24% of egg producers and 15% of chicken meat producers are either unlikely or unsure if they will still be producing poultry beyond November 2025, according to a new survey.
The survey, conducted by the National Farmers’ Union (NFU), revealed that the main reason for this was insufficient returns.
The survey of over 250 poultry producers highlighted key concerns for both sectors. These include:
- The risk of avian influenza – 94% of egg producers and 92% of chicken meat producers were fairly or very concerned;
- The lack of fairness in the supply chain – 90% of egg producers and 76% of chicken meat producers were fairly or very concerned;
- High energy prices – 92% of egg producers and 61% of chicken meat producers were fairly or very concerned;
- Being undercut by imports – 90% of egg producers and 78% of chicken meat producers were fairly or very concerned.
In light of the survey results, the NFU is calling for greater fairness in poultry supply chains, for poultry producers to be included in the Energy Intensive Industries scheme, and for long-term strategy from government to be set ahead of any future outbreaks of bird flu.
NFU poultry board chair James Mottershead said: “British eggs and poultry meat are staple parts of so many people’s diets, but the sector is under a huge amount of strain.

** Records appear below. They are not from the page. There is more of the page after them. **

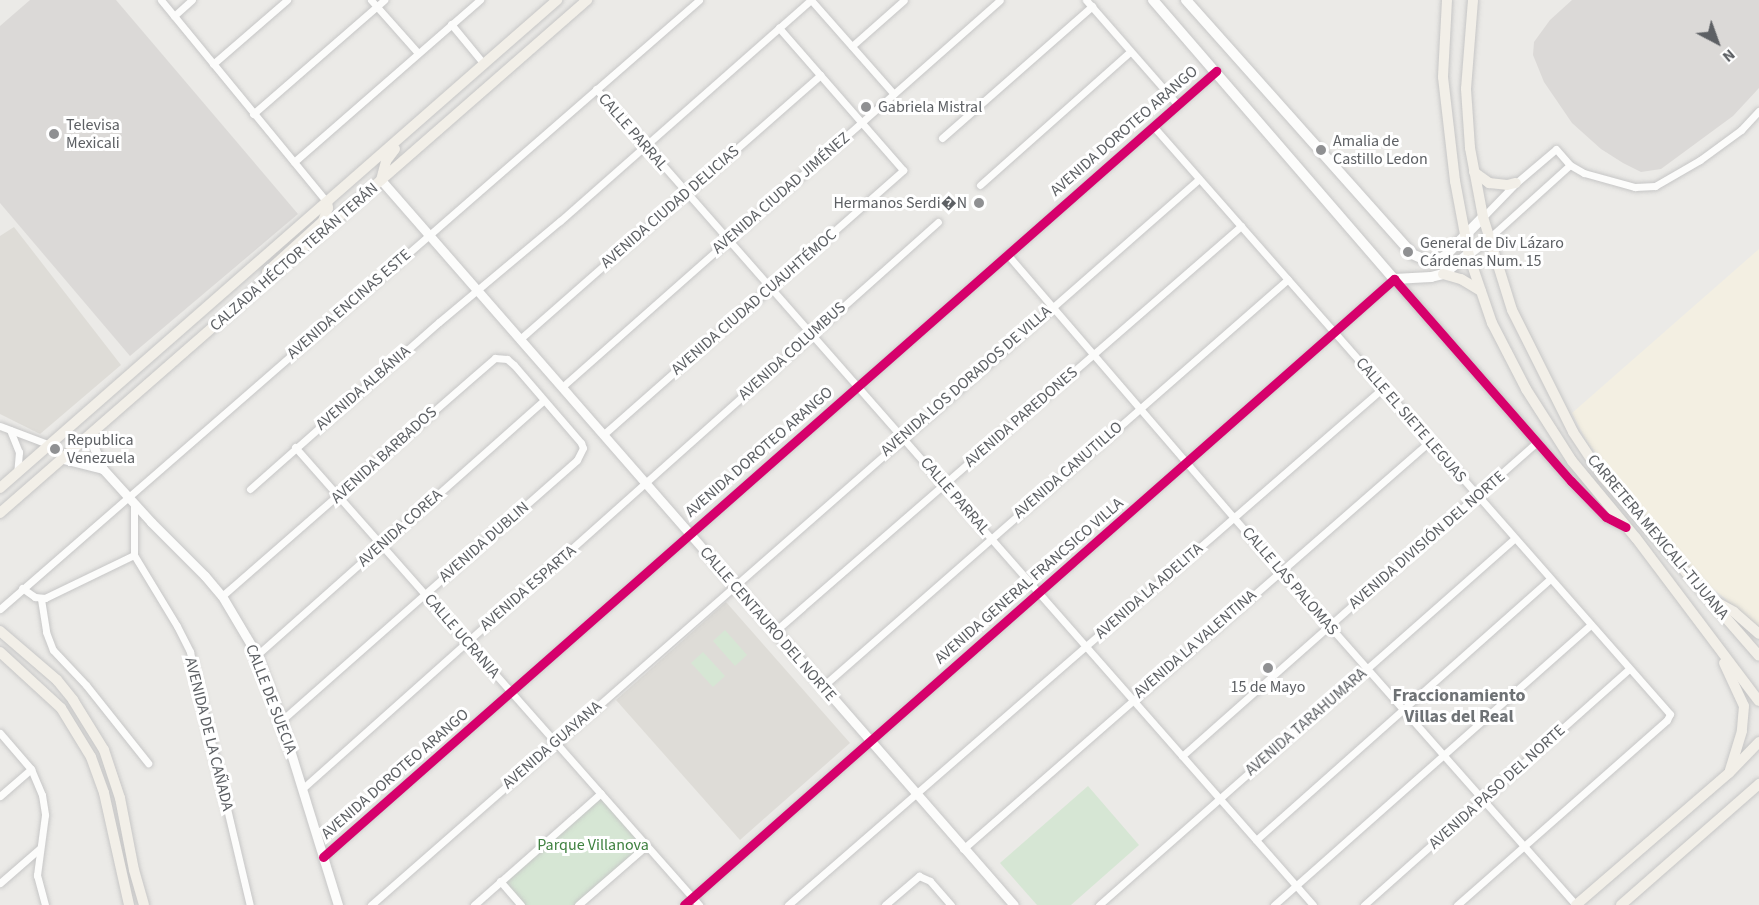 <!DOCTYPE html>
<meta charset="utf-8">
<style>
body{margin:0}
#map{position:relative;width:1759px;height:905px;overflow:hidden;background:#ebeae7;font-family:"Source Sans 3",sans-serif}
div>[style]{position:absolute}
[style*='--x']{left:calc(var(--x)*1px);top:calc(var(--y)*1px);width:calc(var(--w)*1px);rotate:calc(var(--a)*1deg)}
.commercial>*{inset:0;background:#f3efe2}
.industrial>*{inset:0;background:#dbd9d7}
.education>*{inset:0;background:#dedcd7}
.green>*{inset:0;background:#d6e6d4}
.roads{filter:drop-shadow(0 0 2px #c6c6c6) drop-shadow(0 0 2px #c6c6c6)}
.minor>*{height:7px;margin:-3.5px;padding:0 3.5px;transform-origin:3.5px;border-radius:3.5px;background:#fcfcfb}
.tertiary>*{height:9px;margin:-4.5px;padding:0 4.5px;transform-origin:4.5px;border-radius:4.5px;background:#fcfcfb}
.secondary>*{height:10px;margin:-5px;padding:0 5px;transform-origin:5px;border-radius:5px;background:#fcfcfb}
.primary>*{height:10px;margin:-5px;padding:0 5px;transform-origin:5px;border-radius:5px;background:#f2efe8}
.cycleway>*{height:9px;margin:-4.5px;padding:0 4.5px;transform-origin:4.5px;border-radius:4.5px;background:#d6006c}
.dots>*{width:16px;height:16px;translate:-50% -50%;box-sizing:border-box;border:3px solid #fff;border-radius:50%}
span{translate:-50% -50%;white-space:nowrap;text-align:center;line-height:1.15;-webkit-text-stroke:6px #fff;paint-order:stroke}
.poi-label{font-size:16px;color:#5d6064}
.left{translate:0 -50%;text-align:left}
.right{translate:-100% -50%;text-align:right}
.street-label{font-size:16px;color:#5d6064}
.park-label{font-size:16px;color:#3e813f}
.neighbourhood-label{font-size:18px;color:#6e7275;font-weight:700}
.north{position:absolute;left:1687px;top:12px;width:60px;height:60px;-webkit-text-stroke:4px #fff;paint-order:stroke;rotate:139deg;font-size:16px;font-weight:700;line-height:24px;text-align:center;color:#5d6064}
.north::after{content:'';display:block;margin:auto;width:21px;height:27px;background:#5d6064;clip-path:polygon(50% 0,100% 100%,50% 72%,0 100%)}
</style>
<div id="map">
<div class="commercial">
<i style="clip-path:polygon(1759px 249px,1759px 627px,1690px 569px,1624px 493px,1585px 438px,1572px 413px)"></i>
</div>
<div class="industrial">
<i style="clip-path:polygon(30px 0,116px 0,298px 214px,130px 356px,0 203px,0 26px)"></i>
<i style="clip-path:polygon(1572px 0,1759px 0,1759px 88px,1733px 116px,1661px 169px,1641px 172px,1623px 163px,1601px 149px,1572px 123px,1544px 82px,1533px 55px,1534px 42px,1550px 20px)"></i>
</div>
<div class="education">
<i style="clip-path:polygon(14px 227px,121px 365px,40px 434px,0 414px,0 236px)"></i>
<i style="clip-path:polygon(726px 602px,850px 743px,740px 840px,616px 700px)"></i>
</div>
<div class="green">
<i style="clip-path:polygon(725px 630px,747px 655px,735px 666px,713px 641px)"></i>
<i style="clip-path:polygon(703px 652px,725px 676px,713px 687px,691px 663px)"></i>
<i style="clip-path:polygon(1088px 786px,1139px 845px,1071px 905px,1037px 905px,1000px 863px)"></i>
<i style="clip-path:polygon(601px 794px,646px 844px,576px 905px,522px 905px,501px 881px)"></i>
</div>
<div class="roads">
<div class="minor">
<i style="--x:161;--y:0;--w:261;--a:50.6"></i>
<i style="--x:371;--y:0;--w:71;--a:48.4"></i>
<i style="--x:811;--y:0;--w:125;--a:48.6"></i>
<i style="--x:1086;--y:0;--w:138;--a:48.8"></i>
<i style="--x:174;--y:16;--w:24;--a:-42"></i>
<i style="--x:451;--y:24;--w:52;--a:50.5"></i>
<i style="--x:852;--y:46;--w:69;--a:-41.5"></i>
<i style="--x:213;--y:64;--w:98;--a:-40.9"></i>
<i style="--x:596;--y:89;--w:1086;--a:48.69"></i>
<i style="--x:253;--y:114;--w:174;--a:-41"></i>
<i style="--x:1153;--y:126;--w:783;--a:48.68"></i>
<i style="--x:1670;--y:714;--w:7;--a:117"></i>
<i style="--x:1667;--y:720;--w:280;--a:138.6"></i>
<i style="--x:942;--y:138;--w:200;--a:-41.3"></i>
<i style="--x:294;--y:162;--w:247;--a:-41.1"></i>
<i style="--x:980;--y:185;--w:200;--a:-41.6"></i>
<i style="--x:1483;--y:217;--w:47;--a:-45.9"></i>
<i style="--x:1516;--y:183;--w:52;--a:-40.4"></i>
<i style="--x:1556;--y:149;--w:21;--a:49"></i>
<i style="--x:1570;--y:165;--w:16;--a:30"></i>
<i style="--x:1584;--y:173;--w:53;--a:15.4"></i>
<i style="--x:1635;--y:187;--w:20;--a:-3"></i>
<i style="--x:1655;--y:186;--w:52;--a:-30"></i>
<i style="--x:1700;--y:160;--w:51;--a:-36.2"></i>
<i style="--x:1741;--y:130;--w:26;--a:-47"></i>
<i style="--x:1488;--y:239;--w:110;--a:-42.1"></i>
<i style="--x:1007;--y:254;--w:348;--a:49.3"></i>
<i style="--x:1234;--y:518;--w:516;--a:48.53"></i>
<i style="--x:520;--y:339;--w:400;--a:-41.3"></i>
<i style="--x:562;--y:387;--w:584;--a:-41.46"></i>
<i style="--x:0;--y:426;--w:53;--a:20.8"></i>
<i style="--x:10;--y:430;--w:24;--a:68"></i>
<i style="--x:19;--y:452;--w:21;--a:95"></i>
<i style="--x:604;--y:434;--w:399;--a:-41.4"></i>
<i style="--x:903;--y:170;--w:189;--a:-131.1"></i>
<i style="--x:295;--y:447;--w:611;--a:48.58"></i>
<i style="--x:250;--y:489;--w:252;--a:-41.5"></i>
<i style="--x:439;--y:322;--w:158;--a:-39.9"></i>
<i style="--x:560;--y:221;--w:334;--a:-41.4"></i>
<i style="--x:134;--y:504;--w:51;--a:90"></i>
<i style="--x:134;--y:555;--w:83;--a:58.8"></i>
<i style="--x:177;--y:626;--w:29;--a:63"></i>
<i style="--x:190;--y:652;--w:260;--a:76.7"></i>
<i style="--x:22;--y:588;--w:16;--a:35"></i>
<i style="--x:35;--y:597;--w:10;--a:6"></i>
<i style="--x:45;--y:598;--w:99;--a:-25.8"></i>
<i style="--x:222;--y:596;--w:362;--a:-41.1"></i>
<i style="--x:495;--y:358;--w:12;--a:5"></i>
<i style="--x:507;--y:359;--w:9;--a:41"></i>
<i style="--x:514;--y:365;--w:103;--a:49.3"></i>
<i style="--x:581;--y:443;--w:5;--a:68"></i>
<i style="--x:583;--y:448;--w:13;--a:117"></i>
<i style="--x:577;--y:460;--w:395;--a:138.6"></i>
<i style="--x:41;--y:599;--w:33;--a:81"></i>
<i style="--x:46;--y:632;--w:19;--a:69"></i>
<i style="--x:53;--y:650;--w:48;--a:46.7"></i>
<i style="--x:86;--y:685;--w:100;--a:51.5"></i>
<i style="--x:0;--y:609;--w:927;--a:-41.06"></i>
<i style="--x:774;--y:632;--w:619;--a:-41"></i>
<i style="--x:257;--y:655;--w:383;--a:-41.6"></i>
<i style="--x:822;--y:687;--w:619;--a:-41.2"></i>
<i style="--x:0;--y:733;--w:48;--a:49.3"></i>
<i style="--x:31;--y:769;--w:28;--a:67"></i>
<i style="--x:42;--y:795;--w:20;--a:81"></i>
<i style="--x:45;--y:815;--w:61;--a:97.6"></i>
<i style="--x:37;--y:875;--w:31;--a:75"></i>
<i style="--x:1182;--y:756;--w:473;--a:-41.5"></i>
<i style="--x:302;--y:789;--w:852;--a:-41.72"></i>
<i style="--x:0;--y:796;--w:41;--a:-41.1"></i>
<i style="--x:1256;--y:840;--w:393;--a:-41.6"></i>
<i style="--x:963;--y:849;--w:619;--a:-41.13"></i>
<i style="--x:323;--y:857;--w:1190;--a:-41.35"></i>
<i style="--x:500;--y:881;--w:32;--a:49"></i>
<i style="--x:0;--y:883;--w:52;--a:-41.1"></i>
<i style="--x:371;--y:905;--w:1101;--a:-41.24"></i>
<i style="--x:474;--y:905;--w:169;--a:-41.4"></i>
<i style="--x:578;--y:905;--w:91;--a:-41"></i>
<i style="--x:684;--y:905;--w:947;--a:-41.4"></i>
<i style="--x:788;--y:905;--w:788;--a:-40.99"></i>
<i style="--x:885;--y:905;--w:45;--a:-40.5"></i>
<i style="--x:919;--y:876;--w:12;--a:24"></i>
<i style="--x:930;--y:881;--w:32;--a:49"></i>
<i style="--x:1099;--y:905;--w:553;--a:-41.41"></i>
<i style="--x:1274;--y:905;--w:423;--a:-41.5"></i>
<i style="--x:1364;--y:905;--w:355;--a:-41.7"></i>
</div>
<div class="tertiary">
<i style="--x:381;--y:180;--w:962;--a:48.88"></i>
<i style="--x:1394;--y:279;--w:269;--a:48.8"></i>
<i style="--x:1571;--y:481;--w:50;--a:45.8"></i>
<i style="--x:1606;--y:517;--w:21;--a:25"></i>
<i style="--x:89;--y:435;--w:37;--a:68"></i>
<i style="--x:103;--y:469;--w:72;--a:47.8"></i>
<i style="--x:151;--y:522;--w:76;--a:45"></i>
<i style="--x:205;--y:576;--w:26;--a:50"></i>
<i style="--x:222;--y:596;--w:69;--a:59.3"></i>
<i style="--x:257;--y:655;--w:70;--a:70"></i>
<i style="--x:281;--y:721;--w:193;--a:72.8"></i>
<i style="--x:63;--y:459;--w:41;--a:14"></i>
</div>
<div class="secondary">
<i style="--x:1153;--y:0;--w:369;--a:49.2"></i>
<i style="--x:1394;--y:279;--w:37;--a:-3"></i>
<i style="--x:1431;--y:277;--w:12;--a:-14"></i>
<i style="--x:1443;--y:274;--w:57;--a:-37.9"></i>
<i style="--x:1186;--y:0;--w:340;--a:48.3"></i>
<i style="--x:1412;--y:254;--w:17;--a:24"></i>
<i style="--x:1428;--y:261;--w:16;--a:-14"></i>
<i style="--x:1444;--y:257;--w:56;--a:-45.7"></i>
</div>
<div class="primary">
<i style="--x:1447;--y:0;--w:77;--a:93"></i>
<i style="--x:1443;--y:77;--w:105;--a:83.4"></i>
<i style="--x:1455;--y:181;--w:76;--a:79.4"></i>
<i style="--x:1469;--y:256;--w:71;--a:71.1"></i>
<i style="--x:1492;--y:323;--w:74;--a:62.7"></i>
<i style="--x:1526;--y:389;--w:85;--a:57.4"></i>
<i style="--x:1572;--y:461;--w:100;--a:50.3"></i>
<i style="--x:1636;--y:538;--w:204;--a:53"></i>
<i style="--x:1473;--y:0;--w:89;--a:94.5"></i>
<i style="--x:1466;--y:89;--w:59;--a:86.1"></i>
<i style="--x:1470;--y:148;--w:70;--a:79.3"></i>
<i style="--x:1483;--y:217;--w:97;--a:72.7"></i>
<i style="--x:1512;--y:310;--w:136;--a:63.4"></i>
<i style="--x:1573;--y:432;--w:54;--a:56.3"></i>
<i style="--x:1603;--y:477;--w:237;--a:48.9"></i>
<i style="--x:1474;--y:172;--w:19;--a:36"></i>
<i style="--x:1489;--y:183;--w:18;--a:6"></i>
<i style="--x:1507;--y:185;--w:9;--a:-13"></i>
<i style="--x:381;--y:180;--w:20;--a:-75"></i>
<i style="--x:386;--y:161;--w:15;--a:-53"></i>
<i style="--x:267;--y:272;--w:76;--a:-42.3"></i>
<i style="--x:323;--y:221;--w:14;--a:-69"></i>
<i style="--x:328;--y:208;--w:6;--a:-99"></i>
<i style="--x:1443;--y:274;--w:19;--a:16"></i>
<i style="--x:1461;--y:279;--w:23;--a:31"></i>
<i style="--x:0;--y:488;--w:741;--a:-41.22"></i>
<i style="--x:0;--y:513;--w:780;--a:-41.15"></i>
<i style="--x:1711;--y:599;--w:26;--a:29"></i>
<i style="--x:1734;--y:612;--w:33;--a:41"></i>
<i style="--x:0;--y:631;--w:75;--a:40.7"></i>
<i style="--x:57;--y:680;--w:26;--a:51"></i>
<i style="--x:73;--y:700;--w:59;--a:58.2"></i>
<i style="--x:104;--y:750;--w:51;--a:71.6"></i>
<i style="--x:120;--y:798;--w:73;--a:79"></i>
<i style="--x:134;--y:870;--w:36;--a:74"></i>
<i style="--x:0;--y:652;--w:83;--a:42.6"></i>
<i style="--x:61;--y:708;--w:57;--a:58.5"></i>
<i style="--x:91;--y:757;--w:38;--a:70"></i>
<i style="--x:104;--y:793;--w:115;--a:77.4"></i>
<i style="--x:1724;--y:663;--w:47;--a:65.1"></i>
<i style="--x:1744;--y:706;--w:25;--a:95"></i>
<i style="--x:1742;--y:731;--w:41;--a:107.1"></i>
<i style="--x:1576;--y:905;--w:202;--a:-40.8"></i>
<i style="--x:1729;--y:773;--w:43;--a:-45.9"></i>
<i style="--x:1621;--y:905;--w:184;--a:-41.2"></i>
</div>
</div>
<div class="cycleway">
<i style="--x:323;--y:857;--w:1190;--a:-41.35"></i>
<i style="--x:684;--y:905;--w:947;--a:-41.4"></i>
<i style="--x:1394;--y:279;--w:269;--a:48.8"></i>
<i style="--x:1571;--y:481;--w:50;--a:45.8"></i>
<i style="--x:1606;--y:517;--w:22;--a:27"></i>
</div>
<div class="dots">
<i style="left:866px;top:107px;background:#8f9092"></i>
<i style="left:54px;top:134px;background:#8f9092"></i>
<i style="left:1321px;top:150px;background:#8f9092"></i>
<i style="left:979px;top:203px;background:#8f9092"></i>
<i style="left:1408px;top:252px;background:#8f9092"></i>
<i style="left:55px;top:449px;background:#8f9092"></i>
<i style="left:1268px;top:668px;background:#8f9092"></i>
</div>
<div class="poi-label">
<span class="left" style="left:878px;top:107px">Gabriela Mistral</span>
<span class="left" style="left:66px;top:134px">Televisa<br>Mexicali</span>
<span class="left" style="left:1333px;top:150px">Amalia de<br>Castillo Ledon</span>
<span class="right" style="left:967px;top:203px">Hermanos Serdi�N</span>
<span class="left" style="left:1420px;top:252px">General de Div Lázaro<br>Cárdenas Num. 15</span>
<span class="left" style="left:67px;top:449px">Republica<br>Venezuela</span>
<span style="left:1268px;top:687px">15 de Mayo</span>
</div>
<div class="street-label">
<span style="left:1124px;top:131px;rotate:-41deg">AVENIDA DOROTEO ARANGO</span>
<span style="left:633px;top:132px;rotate:49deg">CALLE PARRAL</span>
<span style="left:781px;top:193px;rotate:-41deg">AVENIDA CIUDAD JIMÉNEZ</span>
<span style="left:670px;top:207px;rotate:-41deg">AVENIDA CIUDAD DELICIAS</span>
<span style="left:294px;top:257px;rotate:-41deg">CALZADA HÉCTOR TERÁN TERÁN</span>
<span style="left:754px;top:302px;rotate:-41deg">AVENIDA CIUDAD CUAUHTÉMOC</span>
<span style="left:349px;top:304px;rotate:-41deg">AVENIDA ENCINAS ESTE</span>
<span style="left:792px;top:351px;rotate:-42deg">AVENIDA COLUMBUS</span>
<span style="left:966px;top:381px;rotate:-41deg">AVENIDA LOS DORADOS DE VILLA</span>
<span style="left:363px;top:388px;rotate:-41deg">AVENIDA ALBÁNIA</span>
<span style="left:1021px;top:417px;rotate:-41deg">AVENIDA PAREDONES</span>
<span style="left:1411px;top:420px;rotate:49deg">CALLE EL SIETE LEGUAS</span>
<span style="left:759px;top:452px;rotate:-41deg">AVENIDA DOROTEO ARANGO</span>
<span style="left:384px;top:455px;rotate:-42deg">AVENIDA BARBADOS</span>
<span style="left:1068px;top:470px;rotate:-41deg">AVENIDA CANUTILLO</span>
<span style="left:955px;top:496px;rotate:49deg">CALLE PARRAL</span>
<span style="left:400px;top:528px;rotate:-42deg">AVENIDA COREA</span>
<span style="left:1658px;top:537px;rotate:50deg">CARRETERA MEXICALI–TIJUANA</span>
<span style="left:1427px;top:540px;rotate:-41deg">AVENIDA DIVISIÓN DEL NORTE</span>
<span style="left:484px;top:542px;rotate:-41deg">AVENIDA DUBLIN</span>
<span style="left:1029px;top:581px;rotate:-41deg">AVENIDA GENERAL FRANCSICO VILLA</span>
<span style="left:1290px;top:581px;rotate:49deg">CALLE LAS PALOMAS</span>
<span style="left:528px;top:588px;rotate:-41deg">AVENIDA ESPARTA</span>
<span style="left:1149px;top:591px;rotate:-41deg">AVENIDA LA ADELITA</span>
<span style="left:768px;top:624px;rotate:49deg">CALLE CENTAURO DEL NORTE</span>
<span style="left:462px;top:636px;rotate:49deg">CALLE UCRANIA</span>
<span style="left:1195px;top:644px;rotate:-41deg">AVENIDA LA VALENTINA</span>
<span style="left:271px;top:699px;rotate:69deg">CALLE DE SUECIA</span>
<span style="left:1306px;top:722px;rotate:-41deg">AVENIDA TARAHUMARA</span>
<span style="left:209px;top:734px;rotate:76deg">AVENIDA DE LA CAÑADA</span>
<span style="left:552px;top:745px;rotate:-41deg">AVENIDA GUAYANA</span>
<span style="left:395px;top:774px;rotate:-41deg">AVENIDA DOROTEO ARANGO</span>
<span style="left:1497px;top:787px;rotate:-42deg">AVENIDA PASO DEL NORTE</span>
</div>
<div class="park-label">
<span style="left:593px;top:845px">Parque Villanova</span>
</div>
<div class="neighbourhood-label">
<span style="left:1459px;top:707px">Fraccionamiento<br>Villas del Real</span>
</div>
<div class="north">N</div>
</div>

“Incredibly volatile production costs and the threat of avian influenza have put producers under extreme pressure.
“The sector urgently needs support, certainty and fairness applied across the supply chain if it is to remain strong in its production of quality, safe, nutritious and sustainably produced poultry meat and eggs which we know the vast majority of the British public rely on.”
Mottershead said this is why the NFU is calling for change within the poultry supply chains – to ensure a “fairer sharing of risk and reward”.
“This survey has also highlighted the ongoing threat from avian influenza that poultry farmers and their flocks continue to face.
“While the number of outbreaks has been minimal this winter compared to previous years, the devastating impact the disease has on farming families is keenly felt across the sector.
“It is important not to take our eyes of the ball and we wait in anticipation for the government to publish the recommendations from the AI Vaccination Taskforce so that informed decisions can be made to protect the national flock,” he said.